# [Input data]
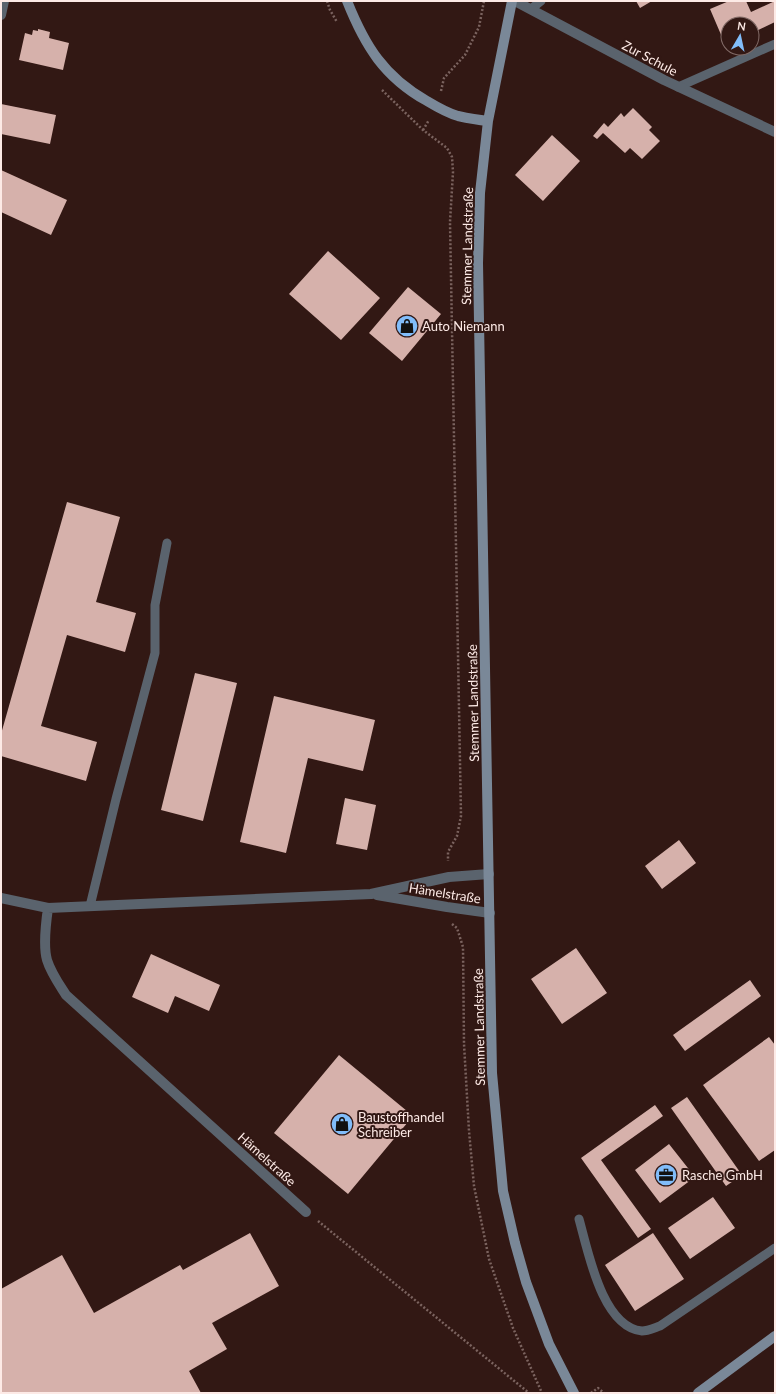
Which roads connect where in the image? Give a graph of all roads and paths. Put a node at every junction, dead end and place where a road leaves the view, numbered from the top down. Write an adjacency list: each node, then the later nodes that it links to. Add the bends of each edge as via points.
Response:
1 (4, 1): 8 (street)
2 (347, 1): 11 (main road, via 358,29 373,54 392,77 412,93)
3 (484, 1): 11 (path, via 479,26 465,55 444,78)
4 (512, 1): 12 (main road, Stemmer Landstraße)
5 (515, 1): 7 (street, Zur Schule)
6 (541, 1): 7 (lane)
7 (530, 9): 10 (street, Zur Schule)
8 (1, 14)
9 (775, 44): 10 (lane)
10 (678, 87): 13 (street, Zur Schule)
11 (437, 107): 12 (main road, via 457,116); 16 (path, via 423,130 447,148 452,157 453,172 450,222 461,816 457,836 448,852)
12 (488, 122): 15 (main road, Stemmer Landstraße, via 480,193 478,263)
13 (775, 132)
14 (167, 543): 19 (lane, via 155,605 154,653)
15 (489, 874): 16 (street, Hämelstraße); 22 (main road, Stemmer Landstraße)
16 (449, 877): 17 (street, Hämelstraße)
17 (371, 894): 19 (street, Hämelstraße); 20 (street, Hämelstraße)
18 (1, 898): 21 (street, Hämelstraße)
19 (90, 906): 21 (street, Hämelstraße)
20 (447, 907): 22 (street, Hämelstraße); 28 (path, via 445,918 457,928 463,947 464,1044 474,1186 489,1258 513,1328)
21 (48, 908): 23 (street, Hämelstraße, via 46,959 54,978 66,995)
22 (490, 913): 29 (main road, Stemmer Landstraße, via 492,1073 503,1191 526,1282 549,1344)
23 (306, 1212): 27 (path)
24 (578, 1220): 25 (lane, via 597,1282 610,1308 626,1326 643,1331 660,1326)
25 (775, 1248)
26 (775, 1336): 32 (main road)
27 (529, 1393)
28 (542, 1393)
29 (574, 1393)
30 (591, 1393): 31 (path, via 598,1388)
31 (604, 1393)
32 (698, 1393)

# [The task]
Write the records out in full, word for word; leave every picture behind.

# [Written reply]
Which roads connect where in the image? Give a graph of all roads and paths. Put a node at every junction, dead end and place where a road leaves the view, numbered from the top down. Write an adjacency list: each node, then the later nodes that it links to. Add the bends of each edge as via points.
Response:
1 (4, 1): 8 (street)
2 (347, 1): 11 (main road, via 358,29 373,54 392,77 412,93)
3 (484, 1): 11 (path, via 479,26 465,55 444,78)
4 (512, 1): 12 (main road, Stemmer Landstraße)
5 (515, 1): 7 (street, Zur Schule)
6 (541, 1): 7 (lane)
7 (530, 9): 10 (street, Zur Schule)
8 (1, 14)
9 (775, 44): 10 (lane)
10 (678, 87): 13 (street, Zur Schule)
11 (437, 107): 12 (main road, via 457,116); 16 (path, via 423,130 447,148 452,157 453,172 450,222 461,816 457,836 448,852)
12 (488, 122): 15 (main road, Stemmer Landstraße, via 480,193 478,263)
13 (775, 132)
14 (167, 543): 19 (lane, via 155,605 154,653)
15 (489, 874): 16 (street, Hämelstraße); 22 (main road, Stemmer Landstraße)
16 (449, 877): 17 (street, Hämelstraße)
17 (371, 894): 19 (street, Hämelstraße); 20 (street, Hämelstraße)
18 (1, 898): 21 (street, Hämelstraße)
19 (90, 906): 21 (street, Hämelstraße)
20 (447, 907): 22 (street, Hämelstraße); 28 (path, via 445,918 457,928 463,947 464,1044 474,1186 489,1258 513,1328)
21 (48, 908): 23 (street, Hämelstraße, via 46,959 54,978 66,995)
22 (490, 913): 29 (main road, Stemmer Landstraße, via 492,1073 503,1191 526,1282 549,1344)
23 (306, 1212): 27 (path)
24 (578, 1220): 25 (lane, via 597,1282 610,1308 626,1326 643,1331 660,1326)
25 (775, 1248)
26 (775, 1336): 32 (main road)
27 (529, 1393)
28 (542, 1393)
29 (574, 1393)
30 (591, 1393): 31 (path, via 598,1388)
31 (604, 1393)
32 (698, 1393)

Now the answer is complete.